Task directions: Go through the entries below. Copy each line in which "Вахитова" appears.
[Records for this task]
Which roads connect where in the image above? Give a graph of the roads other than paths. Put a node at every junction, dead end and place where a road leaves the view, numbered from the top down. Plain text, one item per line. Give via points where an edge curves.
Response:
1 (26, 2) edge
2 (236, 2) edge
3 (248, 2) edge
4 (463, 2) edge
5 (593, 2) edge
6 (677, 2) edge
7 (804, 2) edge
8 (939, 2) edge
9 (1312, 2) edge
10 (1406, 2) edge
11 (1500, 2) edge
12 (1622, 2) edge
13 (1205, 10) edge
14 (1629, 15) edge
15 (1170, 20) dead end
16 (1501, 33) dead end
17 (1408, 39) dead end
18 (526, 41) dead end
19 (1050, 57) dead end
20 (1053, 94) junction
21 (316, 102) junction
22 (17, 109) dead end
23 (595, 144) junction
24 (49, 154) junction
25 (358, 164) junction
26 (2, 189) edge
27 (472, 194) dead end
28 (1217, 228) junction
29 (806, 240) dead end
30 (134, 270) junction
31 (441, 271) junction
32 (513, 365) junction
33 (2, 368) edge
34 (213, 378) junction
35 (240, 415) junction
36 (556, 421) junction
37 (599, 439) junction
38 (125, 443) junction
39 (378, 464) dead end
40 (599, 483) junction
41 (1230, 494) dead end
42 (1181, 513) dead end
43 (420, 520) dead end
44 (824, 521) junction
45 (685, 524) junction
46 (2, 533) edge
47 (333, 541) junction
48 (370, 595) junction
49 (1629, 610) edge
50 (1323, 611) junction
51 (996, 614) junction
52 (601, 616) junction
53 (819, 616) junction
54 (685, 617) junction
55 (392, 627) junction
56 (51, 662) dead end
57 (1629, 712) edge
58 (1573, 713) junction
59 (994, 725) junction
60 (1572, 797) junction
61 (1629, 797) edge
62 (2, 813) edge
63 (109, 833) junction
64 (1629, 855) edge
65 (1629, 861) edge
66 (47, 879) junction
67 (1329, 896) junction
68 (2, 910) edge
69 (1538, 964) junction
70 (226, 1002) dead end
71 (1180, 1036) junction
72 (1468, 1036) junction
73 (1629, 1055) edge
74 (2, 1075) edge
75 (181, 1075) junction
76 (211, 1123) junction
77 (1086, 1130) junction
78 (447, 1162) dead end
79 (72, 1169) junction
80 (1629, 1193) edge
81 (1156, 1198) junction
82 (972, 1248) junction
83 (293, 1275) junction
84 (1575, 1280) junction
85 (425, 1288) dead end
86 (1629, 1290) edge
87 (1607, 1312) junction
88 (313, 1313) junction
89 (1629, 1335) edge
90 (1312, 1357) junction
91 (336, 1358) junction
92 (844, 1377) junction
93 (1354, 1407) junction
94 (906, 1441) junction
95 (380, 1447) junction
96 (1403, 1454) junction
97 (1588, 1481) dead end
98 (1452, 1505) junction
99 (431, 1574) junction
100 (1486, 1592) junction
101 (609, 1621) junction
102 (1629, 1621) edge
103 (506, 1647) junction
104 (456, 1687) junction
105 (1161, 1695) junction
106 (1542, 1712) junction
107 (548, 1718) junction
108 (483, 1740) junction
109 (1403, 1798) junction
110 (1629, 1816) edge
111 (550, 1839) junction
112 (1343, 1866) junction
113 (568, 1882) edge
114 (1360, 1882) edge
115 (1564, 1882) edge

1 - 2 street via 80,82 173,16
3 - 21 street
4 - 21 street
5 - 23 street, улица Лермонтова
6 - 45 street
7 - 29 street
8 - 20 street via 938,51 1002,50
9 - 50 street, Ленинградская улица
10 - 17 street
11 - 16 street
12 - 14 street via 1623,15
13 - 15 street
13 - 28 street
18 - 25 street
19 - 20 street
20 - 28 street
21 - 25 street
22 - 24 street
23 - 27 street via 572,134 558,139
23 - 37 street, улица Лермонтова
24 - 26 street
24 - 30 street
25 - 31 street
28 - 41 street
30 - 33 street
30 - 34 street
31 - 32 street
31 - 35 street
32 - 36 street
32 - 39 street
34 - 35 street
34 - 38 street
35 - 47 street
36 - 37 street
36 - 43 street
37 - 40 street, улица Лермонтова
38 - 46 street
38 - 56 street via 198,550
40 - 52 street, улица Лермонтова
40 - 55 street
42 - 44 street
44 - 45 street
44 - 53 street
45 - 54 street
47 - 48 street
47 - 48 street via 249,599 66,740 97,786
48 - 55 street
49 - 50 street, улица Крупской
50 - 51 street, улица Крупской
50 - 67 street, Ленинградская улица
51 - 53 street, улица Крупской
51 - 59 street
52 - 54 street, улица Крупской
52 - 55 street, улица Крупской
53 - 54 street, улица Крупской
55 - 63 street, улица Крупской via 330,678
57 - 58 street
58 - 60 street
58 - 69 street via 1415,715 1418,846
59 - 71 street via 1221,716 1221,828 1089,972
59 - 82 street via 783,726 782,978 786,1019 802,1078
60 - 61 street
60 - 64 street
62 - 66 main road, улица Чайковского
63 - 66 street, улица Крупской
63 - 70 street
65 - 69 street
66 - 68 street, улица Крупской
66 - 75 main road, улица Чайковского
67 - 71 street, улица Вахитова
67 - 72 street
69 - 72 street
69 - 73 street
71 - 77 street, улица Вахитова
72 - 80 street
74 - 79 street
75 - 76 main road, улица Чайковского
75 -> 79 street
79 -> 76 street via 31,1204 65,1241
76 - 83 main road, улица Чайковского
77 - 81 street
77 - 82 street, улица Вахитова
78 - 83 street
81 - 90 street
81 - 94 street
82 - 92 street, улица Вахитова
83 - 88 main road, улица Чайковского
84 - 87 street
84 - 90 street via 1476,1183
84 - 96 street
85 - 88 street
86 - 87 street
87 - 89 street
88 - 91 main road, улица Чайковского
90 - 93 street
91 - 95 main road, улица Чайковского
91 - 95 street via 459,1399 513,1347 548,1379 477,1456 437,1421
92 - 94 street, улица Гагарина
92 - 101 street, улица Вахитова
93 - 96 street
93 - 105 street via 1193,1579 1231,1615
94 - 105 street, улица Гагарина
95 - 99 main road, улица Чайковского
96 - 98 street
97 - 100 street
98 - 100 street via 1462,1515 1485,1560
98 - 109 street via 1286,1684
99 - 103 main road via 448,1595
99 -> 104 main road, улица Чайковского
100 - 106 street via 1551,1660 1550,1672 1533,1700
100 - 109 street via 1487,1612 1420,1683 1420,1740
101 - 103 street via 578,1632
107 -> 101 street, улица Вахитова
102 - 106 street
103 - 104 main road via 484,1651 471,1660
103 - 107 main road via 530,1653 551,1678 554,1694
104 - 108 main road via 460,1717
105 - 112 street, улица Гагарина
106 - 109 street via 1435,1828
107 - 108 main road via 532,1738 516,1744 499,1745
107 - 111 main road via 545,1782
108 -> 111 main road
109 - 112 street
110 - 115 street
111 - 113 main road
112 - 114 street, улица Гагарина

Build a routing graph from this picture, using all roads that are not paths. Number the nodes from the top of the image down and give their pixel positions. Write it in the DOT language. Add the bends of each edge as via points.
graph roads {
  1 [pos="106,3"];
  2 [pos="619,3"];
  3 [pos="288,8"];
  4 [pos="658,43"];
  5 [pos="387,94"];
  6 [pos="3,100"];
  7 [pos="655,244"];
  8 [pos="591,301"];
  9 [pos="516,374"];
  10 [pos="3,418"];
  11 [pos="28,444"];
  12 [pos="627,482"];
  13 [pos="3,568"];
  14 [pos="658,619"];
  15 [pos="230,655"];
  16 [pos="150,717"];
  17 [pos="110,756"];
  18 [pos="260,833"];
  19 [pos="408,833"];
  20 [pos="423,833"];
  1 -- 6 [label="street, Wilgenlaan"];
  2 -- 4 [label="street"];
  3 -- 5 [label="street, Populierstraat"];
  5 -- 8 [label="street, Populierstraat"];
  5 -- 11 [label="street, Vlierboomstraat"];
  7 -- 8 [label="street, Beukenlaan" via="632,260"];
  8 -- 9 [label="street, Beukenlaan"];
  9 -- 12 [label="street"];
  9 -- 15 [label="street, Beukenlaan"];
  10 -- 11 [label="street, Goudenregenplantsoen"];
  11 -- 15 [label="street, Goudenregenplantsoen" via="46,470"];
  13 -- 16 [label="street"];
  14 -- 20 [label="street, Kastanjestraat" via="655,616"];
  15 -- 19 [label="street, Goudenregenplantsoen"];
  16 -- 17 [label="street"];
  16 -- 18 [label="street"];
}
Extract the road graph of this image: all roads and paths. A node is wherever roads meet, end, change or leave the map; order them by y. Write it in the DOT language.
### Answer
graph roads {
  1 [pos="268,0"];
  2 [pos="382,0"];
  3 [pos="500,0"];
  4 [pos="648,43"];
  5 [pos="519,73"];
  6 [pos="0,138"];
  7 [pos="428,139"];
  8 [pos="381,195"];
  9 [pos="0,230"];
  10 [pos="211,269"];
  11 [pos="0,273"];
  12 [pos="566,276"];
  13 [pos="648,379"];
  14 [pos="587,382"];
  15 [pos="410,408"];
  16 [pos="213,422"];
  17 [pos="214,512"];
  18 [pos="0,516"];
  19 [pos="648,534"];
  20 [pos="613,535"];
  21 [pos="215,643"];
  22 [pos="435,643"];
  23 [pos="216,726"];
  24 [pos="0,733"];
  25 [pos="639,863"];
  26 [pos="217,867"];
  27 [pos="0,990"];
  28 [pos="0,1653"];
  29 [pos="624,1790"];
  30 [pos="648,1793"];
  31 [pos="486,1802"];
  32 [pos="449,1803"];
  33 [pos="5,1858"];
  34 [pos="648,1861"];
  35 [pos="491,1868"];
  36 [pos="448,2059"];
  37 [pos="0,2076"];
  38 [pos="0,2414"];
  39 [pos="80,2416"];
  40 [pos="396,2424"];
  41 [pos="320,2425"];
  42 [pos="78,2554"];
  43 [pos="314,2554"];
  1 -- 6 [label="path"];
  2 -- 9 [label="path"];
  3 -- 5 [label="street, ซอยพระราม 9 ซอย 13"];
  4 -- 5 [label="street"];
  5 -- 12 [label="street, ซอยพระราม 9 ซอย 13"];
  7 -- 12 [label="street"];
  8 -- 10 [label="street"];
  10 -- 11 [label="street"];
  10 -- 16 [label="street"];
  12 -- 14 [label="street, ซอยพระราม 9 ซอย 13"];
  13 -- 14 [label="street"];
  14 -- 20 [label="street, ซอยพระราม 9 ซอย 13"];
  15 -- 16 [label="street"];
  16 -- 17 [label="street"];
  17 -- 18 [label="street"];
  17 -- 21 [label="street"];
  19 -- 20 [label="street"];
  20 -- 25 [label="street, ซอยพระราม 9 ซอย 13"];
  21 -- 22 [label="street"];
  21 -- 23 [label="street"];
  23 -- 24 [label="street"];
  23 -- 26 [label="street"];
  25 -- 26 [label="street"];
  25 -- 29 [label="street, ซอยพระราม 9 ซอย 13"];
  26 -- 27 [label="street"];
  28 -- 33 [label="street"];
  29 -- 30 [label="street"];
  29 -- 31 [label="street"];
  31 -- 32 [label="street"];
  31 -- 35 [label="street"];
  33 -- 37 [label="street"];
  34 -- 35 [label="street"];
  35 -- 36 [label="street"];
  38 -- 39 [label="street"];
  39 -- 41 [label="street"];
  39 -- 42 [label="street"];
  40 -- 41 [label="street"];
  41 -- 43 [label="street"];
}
[/Records for this task]
Exercise output:
67 - 71 street, улица Вахитова
71 - 77 street, улица Вахитова
77 - 82 street, улица Вахитова
82 - 92 street, улица Вахитова
92 - 101 street, улица Вахитова
107 -> 101 street, улица Вахитова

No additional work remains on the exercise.